- **Work instructions**
Go line by line through the data below and count those that hold "pixels". Return only the number.

- **Provided data**
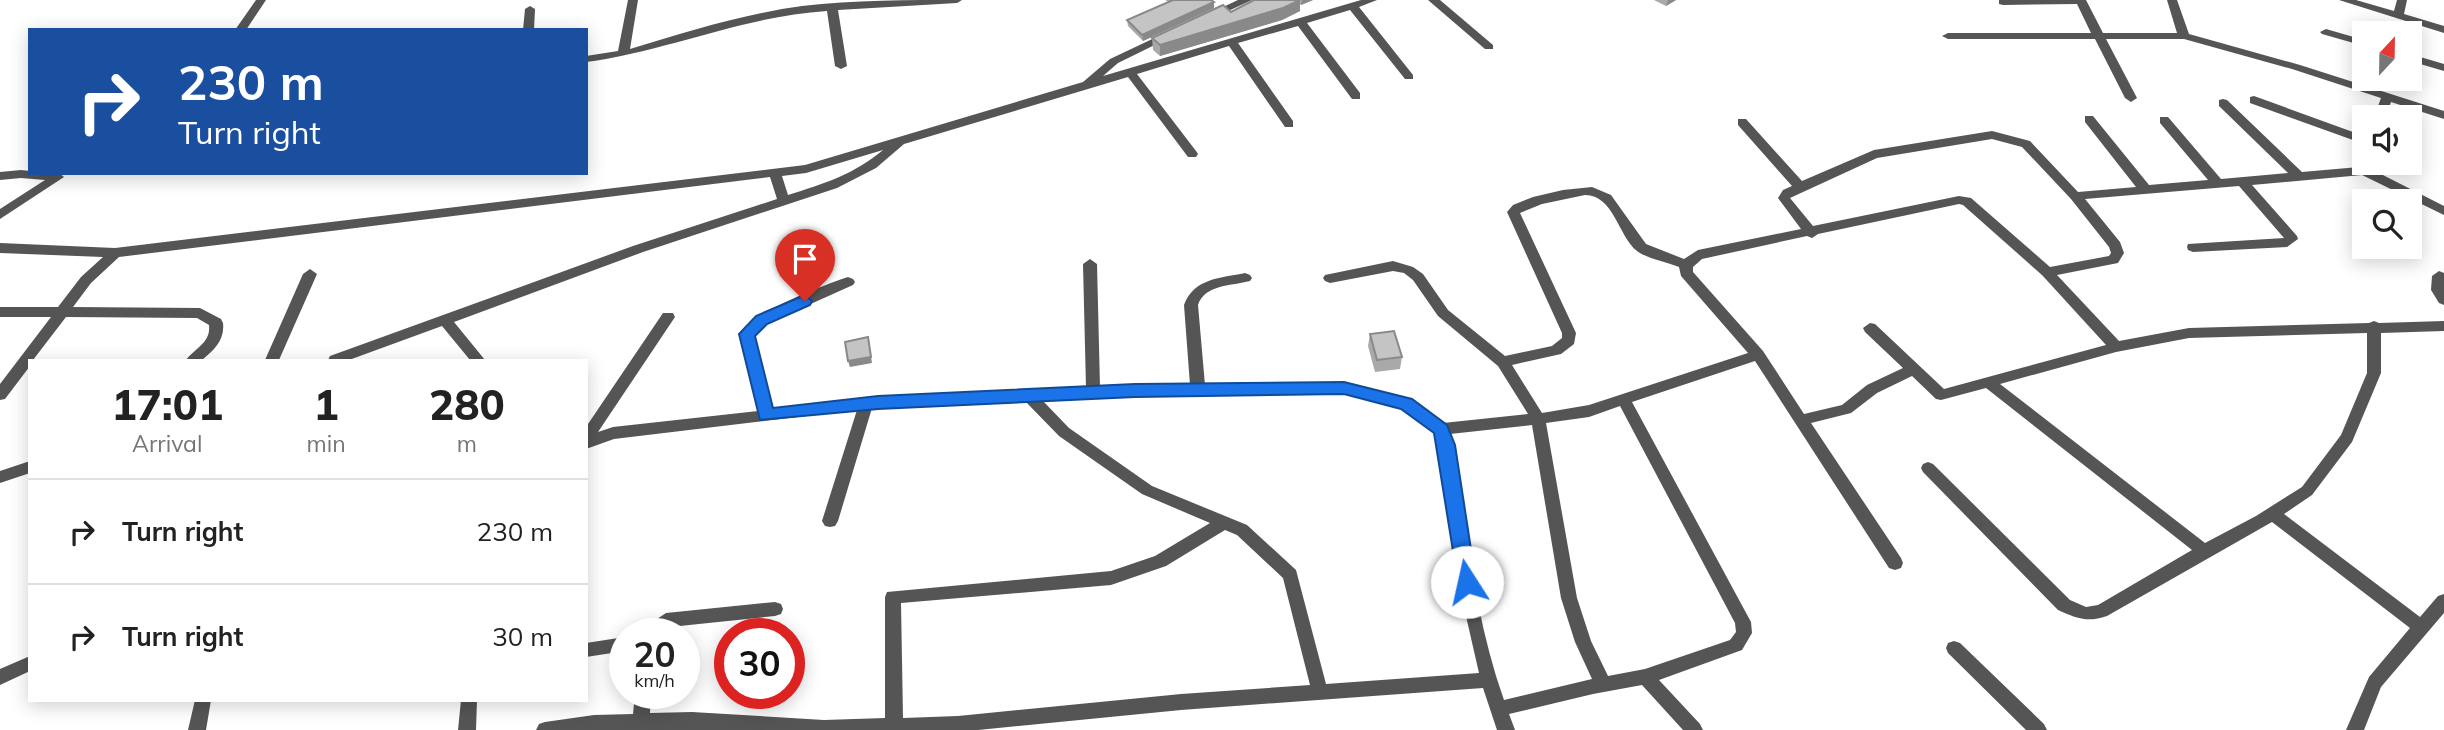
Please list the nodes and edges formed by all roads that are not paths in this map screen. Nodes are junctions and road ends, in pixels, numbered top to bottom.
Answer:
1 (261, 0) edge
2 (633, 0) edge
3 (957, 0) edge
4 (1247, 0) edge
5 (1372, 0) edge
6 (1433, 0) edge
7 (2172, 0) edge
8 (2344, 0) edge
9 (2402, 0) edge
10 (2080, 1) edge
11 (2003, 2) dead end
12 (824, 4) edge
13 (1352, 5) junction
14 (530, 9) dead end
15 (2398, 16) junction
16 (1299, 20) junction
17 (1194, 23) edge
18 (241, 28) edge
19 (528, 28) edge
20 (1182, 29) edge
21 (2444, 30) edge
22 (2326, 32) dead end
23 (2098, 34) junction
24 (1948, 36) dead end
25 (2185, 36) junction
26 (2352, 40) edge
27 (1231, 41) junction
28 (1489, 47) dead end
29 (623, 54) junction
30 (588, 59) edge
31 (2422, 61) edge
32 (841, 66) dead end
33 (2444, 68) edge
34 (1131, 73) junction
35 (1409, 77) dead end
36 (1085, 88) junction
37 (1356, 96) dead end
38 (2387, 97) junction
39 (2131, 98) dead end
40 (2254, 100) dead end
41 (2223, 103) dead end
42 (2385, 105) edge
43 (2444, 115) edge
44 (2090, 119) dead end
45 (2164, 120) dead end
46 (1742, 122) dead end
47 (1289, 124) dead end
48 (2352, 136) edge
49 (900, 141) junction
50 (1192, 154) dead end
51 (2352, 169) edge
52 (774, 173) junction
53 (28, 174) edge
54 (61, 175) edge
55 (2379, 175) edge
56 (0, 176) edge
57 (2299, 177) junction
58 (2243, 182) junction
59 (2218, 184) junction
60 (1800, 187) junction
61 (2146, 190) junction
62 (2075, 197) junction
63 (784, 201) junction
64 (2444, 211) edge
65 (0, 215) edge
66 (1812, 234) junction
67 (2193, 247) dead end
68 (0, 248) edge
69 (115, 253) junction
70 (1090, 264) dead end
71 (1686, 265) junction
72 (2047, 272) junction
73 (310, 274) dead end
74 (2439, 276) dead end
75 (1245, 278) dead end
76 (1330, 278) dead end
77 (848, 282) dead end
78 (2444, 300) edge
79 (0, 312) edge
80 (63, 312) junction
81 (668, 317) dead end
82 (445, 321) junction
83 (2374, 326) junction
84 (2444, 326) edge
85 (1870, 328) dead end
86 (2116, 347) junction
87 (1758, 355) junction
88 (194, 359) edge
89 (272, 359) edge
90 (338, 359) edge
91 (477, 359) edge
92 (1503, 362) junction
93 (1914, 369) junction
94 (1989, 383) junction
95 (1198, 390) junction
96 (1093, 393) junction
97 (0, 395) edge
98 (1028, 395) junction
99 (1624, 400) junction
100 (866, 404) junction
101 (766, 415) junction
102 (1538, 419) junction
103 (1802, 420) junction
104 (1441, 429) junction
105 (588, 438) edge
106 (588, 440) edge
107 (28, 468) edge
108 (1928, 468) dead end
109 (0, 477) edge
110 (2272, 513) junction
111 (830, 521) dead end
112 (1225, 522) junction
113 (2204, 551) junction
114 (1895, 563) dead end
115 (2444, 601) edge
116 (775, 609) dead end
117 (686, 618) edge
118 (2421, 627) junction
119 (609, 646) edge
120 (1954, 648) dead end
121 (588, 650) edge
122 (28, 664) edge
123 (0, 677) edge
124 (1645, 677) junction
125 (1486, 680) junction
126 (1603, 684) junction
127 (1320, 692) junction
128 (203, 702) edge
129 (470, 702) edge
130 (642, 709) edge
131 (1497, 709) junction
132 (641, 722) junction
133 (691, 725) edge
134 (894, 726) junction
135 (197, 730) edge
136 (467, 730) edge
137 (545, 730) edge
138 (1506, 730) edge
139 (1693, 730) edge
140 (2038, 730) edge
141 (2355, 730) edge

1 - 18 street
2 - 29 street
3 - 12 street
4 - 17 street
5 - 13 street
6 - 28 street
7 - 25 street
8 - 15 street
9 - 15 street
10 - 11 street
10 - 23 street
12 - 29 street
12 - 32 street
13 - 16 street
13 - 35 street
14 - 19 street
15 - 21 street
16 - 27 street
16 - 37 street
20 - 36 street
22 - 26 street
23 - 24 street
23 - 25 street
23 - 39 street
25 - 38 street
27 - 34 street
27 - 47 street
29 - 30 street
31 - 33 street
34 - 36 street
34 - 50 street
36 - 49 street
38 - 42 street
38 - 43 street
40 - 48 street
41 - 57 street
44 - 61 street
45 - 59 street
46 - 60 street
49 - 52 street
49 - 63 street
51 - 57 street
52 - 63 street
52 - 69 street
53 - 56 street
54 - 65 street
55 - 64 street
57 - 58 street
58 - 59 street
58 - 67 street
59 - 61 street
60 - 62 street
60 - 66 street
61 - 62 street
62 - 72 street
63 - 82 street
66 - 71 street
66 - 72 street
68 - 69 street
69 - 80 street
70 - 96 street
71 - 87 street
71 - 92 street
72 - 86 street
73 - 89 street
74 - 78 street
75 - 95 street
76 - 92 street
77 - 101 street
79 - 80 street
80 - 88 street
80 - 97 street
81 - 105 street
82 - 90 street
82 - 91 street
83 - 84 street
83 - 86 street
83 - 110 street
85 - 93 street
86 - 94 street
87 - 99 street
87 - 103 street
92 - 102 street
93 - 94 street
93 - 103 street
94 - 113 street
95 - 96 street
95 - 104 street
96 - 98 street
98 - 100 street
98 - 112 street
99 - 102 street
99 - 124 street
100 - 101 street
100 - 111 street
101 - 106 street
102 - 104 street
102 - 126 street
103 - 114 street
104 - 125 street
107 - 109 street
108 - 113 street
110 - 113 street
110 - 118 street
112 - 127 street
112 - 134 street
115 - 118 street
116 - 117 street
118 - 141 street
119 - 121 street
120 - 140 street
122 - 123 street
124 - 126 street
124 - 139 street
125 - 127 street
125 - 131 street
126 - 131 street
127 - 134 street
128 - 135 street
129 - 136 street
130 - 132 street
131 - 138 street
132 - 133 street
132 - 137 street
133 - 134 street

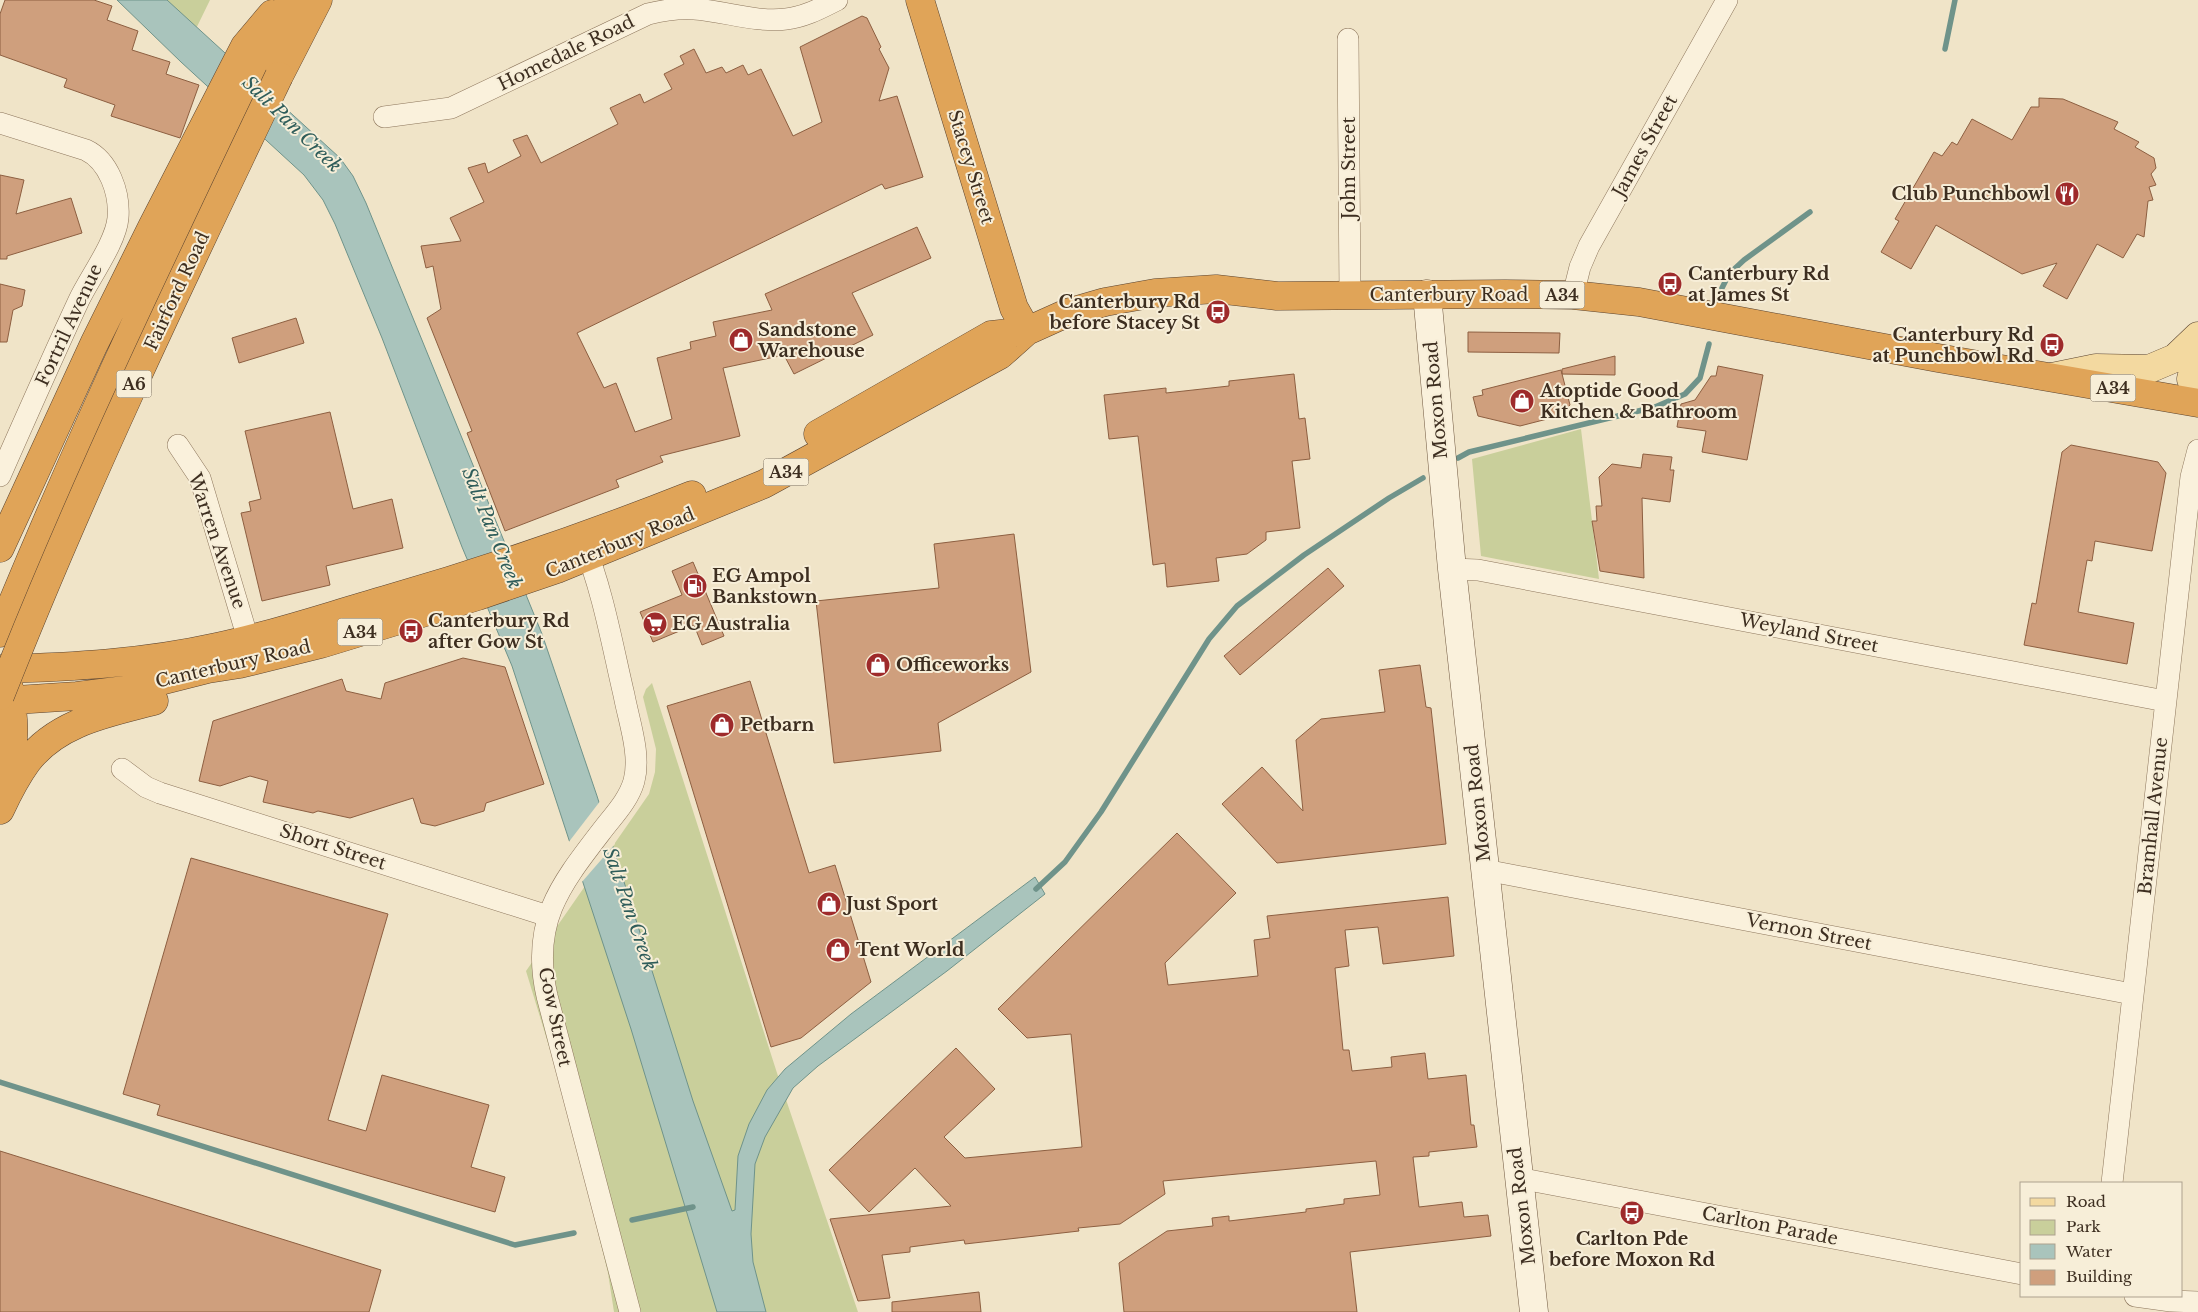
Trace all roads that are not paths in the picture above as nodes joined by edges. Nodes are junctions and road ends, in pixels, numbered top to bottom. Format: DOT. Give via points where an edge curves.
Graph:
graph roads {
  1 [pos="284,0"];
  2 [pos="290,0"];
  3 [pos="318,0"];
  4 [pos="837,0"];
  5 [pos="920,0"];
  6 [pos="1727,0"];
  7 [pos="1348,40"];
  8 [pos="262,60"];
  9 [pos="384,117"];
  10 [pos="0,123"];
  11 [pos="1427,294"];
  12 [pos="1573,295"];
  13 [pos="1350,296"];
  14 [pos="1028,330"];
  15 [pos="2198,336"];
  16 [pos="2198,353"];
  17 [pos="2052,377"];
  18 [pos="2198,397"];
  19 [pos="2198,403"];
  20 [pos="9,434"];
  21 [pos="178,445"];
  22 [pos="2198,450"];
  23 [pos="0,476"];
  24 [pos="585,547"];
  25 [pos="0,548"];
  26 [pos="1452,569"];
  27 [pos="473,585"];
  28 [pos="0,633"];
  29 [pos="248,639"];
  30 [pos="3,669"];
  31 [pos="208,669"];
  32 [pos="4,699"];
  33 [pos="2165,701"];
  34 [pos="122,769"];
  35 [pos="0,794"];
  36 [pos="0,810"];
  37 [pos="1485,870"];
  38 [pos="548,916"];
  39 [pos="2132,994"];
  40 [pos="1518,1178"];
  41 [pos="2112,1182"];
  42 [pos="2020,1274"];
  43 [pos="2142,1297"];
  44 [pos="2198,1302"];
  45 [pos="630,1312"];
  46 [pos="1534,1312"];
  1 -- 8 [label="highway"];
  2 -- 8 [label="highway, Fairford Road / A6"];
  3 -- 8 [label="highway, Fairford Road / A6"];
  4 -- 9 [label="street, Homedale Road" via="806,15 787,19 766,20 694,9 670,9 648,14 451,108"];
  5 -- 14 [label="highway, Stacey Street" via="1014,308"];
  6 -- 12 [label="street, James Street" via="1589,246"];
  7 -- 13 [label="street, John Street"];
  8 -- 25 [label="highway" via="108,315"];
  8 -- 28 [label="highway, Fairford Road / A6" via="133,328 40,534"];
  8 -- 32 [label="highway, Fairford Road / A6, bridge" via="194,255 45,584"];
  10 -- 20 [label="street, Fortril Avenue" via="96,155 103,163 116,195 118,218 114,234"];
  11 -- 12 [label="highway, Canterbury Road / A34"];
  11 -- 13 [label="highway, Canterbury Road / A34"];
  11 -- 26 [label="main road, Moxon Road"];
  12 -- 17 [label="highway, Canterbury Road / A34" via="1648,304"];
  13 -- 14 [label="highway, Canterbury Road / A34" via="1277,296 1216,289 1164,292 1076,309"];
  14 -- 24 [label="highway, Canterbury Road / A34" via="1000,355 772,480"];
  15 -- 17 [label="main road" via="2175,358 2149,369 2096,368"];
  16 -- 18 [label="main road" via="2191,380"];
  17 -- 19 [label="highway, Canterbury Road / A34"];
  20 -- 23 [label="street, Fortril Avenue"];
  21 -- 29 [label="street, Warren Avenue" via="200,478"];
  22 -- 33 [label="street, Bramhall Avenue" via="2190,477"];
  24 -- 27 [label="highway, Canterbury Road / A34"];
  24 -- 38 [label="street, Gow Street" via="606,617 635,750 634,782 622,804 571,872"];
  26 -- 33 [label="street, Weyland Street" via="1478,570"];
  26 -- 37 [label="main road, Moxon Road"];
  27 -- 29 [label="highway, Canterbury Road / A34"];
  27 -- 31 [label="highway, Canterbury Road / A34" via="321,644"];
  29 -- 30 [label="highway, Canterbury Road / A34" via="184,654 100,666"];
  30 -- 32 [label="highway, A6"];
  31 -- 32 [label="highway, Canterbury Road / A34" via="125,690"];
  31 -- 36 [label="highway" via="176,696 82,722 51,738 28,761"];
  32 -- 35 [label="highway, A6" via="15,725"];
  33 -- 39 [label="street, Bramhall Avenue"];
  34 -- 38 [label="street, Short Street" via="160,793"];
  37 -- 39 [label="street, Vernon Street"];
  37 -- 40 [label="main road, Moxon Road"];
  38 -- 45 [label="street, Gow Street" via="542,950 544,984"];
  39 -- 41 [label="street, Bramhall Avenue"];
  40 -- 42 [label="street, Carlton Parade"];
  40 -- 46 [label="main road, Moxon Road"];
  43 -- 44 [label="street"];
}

- **Exercise solution**
2